Using a Student's Informal Writing Sample
An informal writing sample examined Brittany’s ability to convey her ideas in a personal narrative. Her essay was evaluated in terms of her content, organization, voice, and writing conventions on a criterion-referenced rubric. After being read a model essay, Brittany received a written prompt to write about the first time she tried something new. In twenty minutes, Brittany composed a five paragraph essay on the computer. She used word processing to edit her composition. Brittany exhibited strong content, voice, and organization, with a relative weakness in her written conventions (i.e., punctuation and spelling).
Brittany demonstrated good content. She followed the written prompt and conformed to the parameters of the essay. She focused on one topic and elaborated about it throughout her narrative. She exhibited good writing fluency, as evidenced by her ability to construct five well-developed paragraphs in twenty minutes.
Brittany was exceptionally strong in the voice and personal style of her essay. She utilized humor when she included the anecdote, “We pulled up into the parking lot of Great Northern Shopping Center (or as I called it when I was little, “the green roof mall”)." There was a strong sense of Brittany’s personal style as she was telling the story. (“I am so happy that I made the decision to go back and get the other ear pierced because I love wearing earrings!”) She incorporated many sensory images and a variety of sentence types to make this an engaging story.
Brittany’s narrative was well-constructed, showing good organizational skills. It unfolded in a sequential manner, with transition phrases (i.e., “Later that day…”). In addition, she used a strong opening sentence, as well as a solid summary paragraph.
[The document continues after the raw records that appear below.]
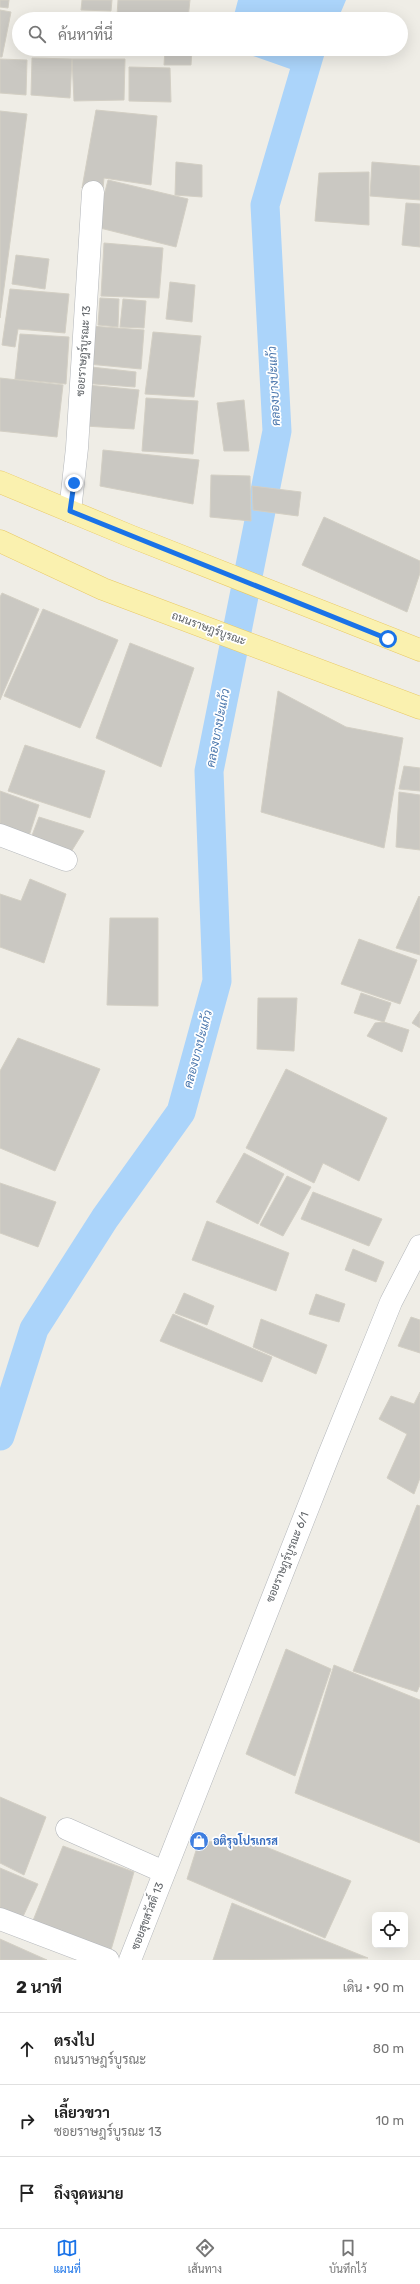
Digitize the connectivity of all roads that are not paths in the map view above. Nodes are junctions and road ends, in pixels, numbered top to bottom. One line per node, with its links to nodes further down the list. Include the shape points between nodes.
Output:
1 (93, 192): 3 (street, ซอยราษฎร์บูรณะ 13, via 77,448)
2 (0, 482): 3 (main road)
3 (70, 511): 5 (main road)
4 (0, 541): 6 (main road, ถนนราษฎร์บูรณะ, via 103,589)
5 (420, 650)
6 (420, 708)
7 (0, 835): 8 (street)
8 (66, 860)
9 (420, 1246): 11 (street, ซอยราษฎร์บูรณะ 6/1, via 391,1302)
10 (67, 1829): 11 (street)
11 (164, 1872): 14 (street, ซอยสุขสวัสดิ์ 13)
12 (0, 1919): 13 (street)
13 (108, 1960)
14 (130, 1960)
Brittany’s written conventions were weak compared to same-aged peers, and compared to her overall writing abilities. Though there were not many spelling errors, one in particular was glaring. The word “earring” was spelling “earning.” This word was the topic of the essay, and as such, was repeated incorrectly numerous times. Brittany “incorrectly” edited this word using spell check due to her weak orthographic images (memory for how words look) and phonemic awareness skills. She also struggled with punctuation, particularly question marks and exclamation points, at the end of sentences. In addition, commas and apostrophes were under-utilized in compound and complex sentences. Brittany may benefit from explicit instruction, strategies, and assistive technology to improve her knowledge of and editing for written conventions.